За абонементным столом сидела миссис Тэер. Ее мать приходилась двоюродной сестрой матери миссис Клементс.
– Как поживаете, профессор Пнин?
– Я поживаю очень хорошо, миссис Файер.
– Что, Лоренс и Джоана не вернулись еще?
– Нет. Я принес эту книгу назад, потому что я получил открытку —
– Уж не собирается ли бедняжка Изабелла в самом деле разводиться?
– Не слыхал. Разрешите мне спросить, миссис Файер —
– Наверное, придется нам подыскивать для вас другую комнату, если они привезут ее с собой.
– Разрешите у вас кое-что спросить, миссис Файер. Вот открытка, которую я получил вчера, – не могли бы вы сообщить мне, кто этот другой читатель?
– Сейчас проверим.
Она проверила. Другим читателем оказался Тимофей Пнин; том 18-й был затребован им в прошлую пятницу. Правда было и то, что этот восемнадцатый том уже числился за этим же Пниным, который держал его с Рождества и теперь стоял, положив на него руки, напоминая фамильный портрет какого-то судьи.
– Этого не может быть! – воскликнул Пнин. – В пятницу я заказал том девятнадцатый тысяча девятьсот сорок седьмого года, а не восемнадцатый тысяча девятьсот сорокового.
– Но посмотрите – вы написали «том восемнадцать». Во всяком случае, девятнадцатый еще в обработке. Этот вы оставляете за собой?
– Восемнадцатый, девятнадцатый, – бормотал Пнин, – разница небольшая. Я правильно указал год, вот что важно! Да, мне еще нужен восемнадцатый, и пришлите мне более деловитую открытку, когда девятнадцатый будет готов.

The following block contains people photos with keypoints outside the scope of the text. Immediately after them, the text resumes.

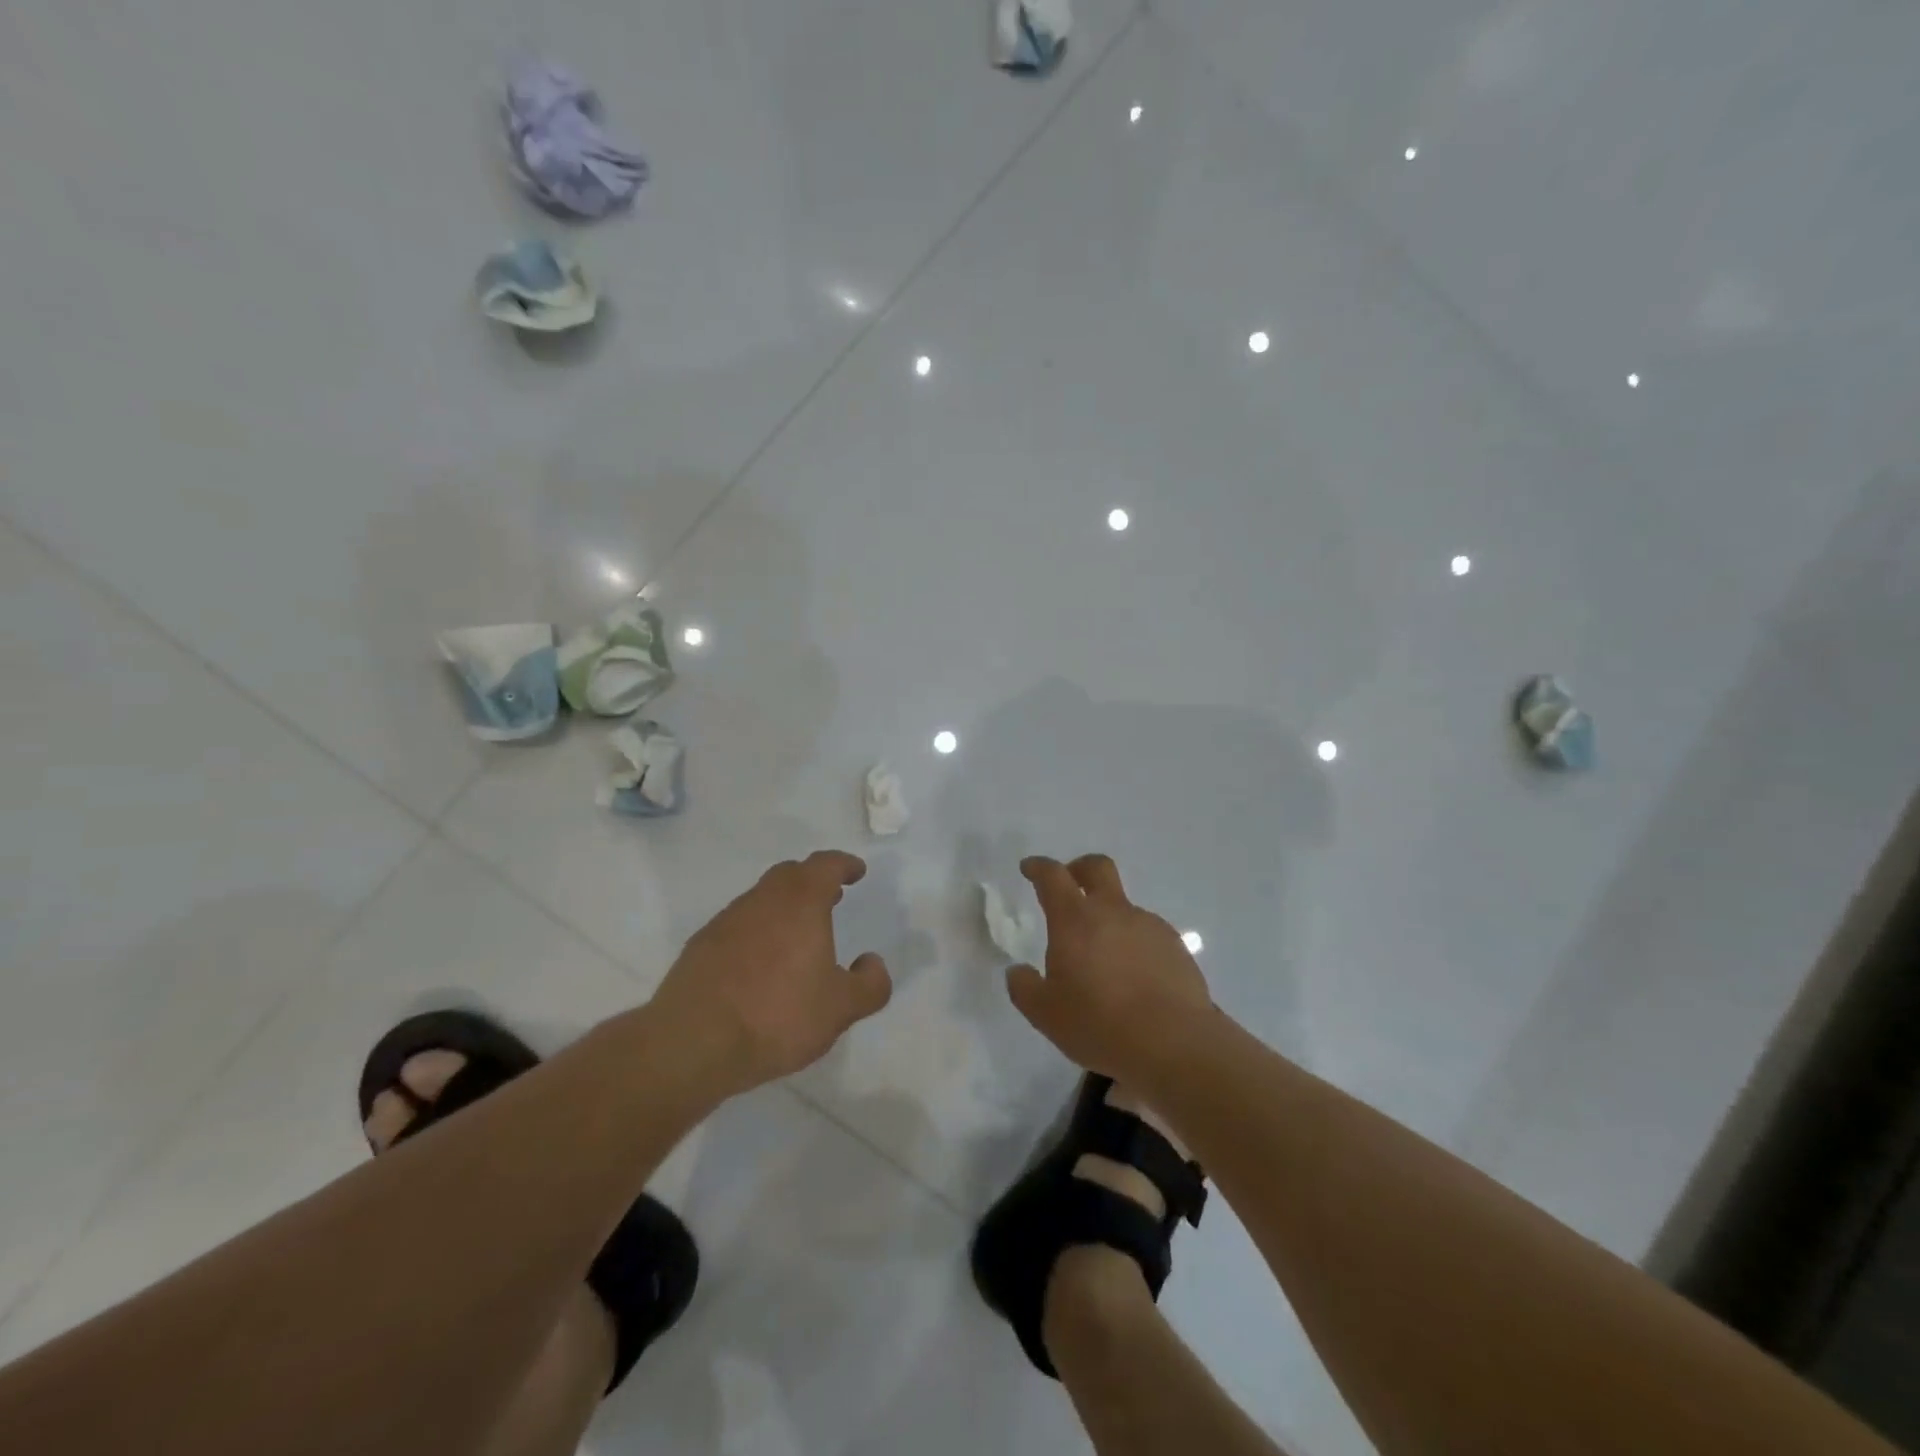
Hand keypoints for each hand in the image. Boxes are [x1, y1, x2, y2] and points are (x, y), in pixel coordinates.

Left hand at [652, 851, 891, 1092]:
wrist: (692, 1042)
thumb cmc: (778, 1016)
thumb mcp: (840, 1009)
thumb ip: (870, 984)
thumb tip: (872, 962)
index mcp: (801, 903)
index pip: (825, 866)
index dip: (843, 865)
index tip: (856, 871)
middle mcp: (762, 901)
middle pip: (790, 874)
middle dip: (813, 881)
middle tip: (831, 897)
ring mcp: (726, 921)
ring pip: (761, 899)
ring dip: (783, 906)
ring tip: (797, 934)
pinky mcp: (700, 946)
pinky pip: (737, 926)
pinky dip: (756, 932)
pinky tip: (760, 964)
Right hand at [1005, 854, 1211, 1083]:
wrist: (1173, 1044)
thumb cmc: (1099, 1024)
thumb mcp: (1045, 1013)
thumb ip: (1024, 987)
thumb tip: (1018, 972)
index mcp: (1075, 919)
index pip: (1053, 876)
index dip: (1038, 867)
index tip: (1030, 868)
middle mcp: (1113, 911)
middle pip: (1097, 867)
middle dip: (1080, 868)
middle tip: (1071, 884)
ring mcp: (1149, 926)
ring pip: (1124, 906)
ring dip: (1110, 918)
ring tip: (1104, 959)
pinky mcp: (1176, 946)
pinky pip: (1147, 934)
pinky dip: (1134, 944)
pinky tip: (1134, 978)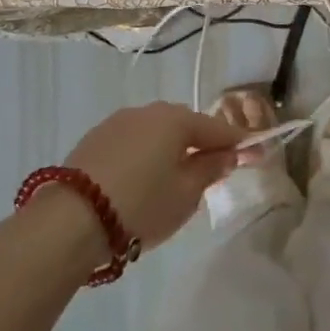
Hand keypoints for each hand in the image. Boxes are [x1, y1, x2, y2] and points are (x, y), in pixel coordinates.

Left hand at [56, 102, 252, 256]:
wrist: (71, 219)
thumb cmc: (141, 205)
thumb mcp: (186, 195)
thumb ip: (210, 170)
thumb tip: (224, 155)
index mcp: (175, 119)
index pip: (218, 129)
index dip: (241, 144)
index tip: (259, 154)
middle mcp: (148, 111)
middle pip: (186, 125)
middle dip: (203, 144)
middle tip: (214, 170)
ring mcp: (118, 122)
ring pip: (157, 132)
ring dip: (171, 149)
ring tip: (175, 178)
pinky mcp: (95, 138)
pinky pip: (134, 141)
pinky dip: (145, 155)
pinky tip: (142, 179)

Ворча себе под нос, он отнес громоздкую, сконфуженную книгу в свою любимую нишу и там оставил ее, завернув в кашнэ.
Эти женщины не умеют читать. Год был указан совершенно ясно.
Как обычно, он отправился в журнальную и пробежал там раздел новостей в последнем (за субботу, 12 февраля, – а то был вторник, о невнимательный читатель!) номере русской ежедневной газеты, издававшейся с 1918-го года эмигрантской организацией в Чикаго. Как и всегда, он внимательно прочитал объявления. Д-р Попов, сфотографированный в своем новеньком белом халате, сулил пожилым людям прилив новых сил и радости. Музыкальная фирма печатала перечень предлагаемых покупателю русских граммофонных пластинок, например вальса «Разбитая жизнь» и «Песенки фронтового шофера». Несколько гоголевский хозяин похоронного бюро расхваливал свои люксовые катафалки, которые могли быть арендованы и для пикников. Другой гоголевский персонаж из Майами предлагал «квартиру из двух комнат для трезвых; вокруг фруктовые деревья и цветы», а в Хаммонде с задумчивой грустью отдавалась внаем комната в «небольшом тихом семействе», и вдруг без всякой особенной причины, с горячей и абсурдной ясностью читавший увидел своих родителей – д-ра Павла Пнина и Валерию Пнину, его с медицинским журналом, ее с политическим, сидевших в креслах один напротив другого в небольшой, весело освещенной гостиной на Галерной в Петербурге, сорок лет тому назад.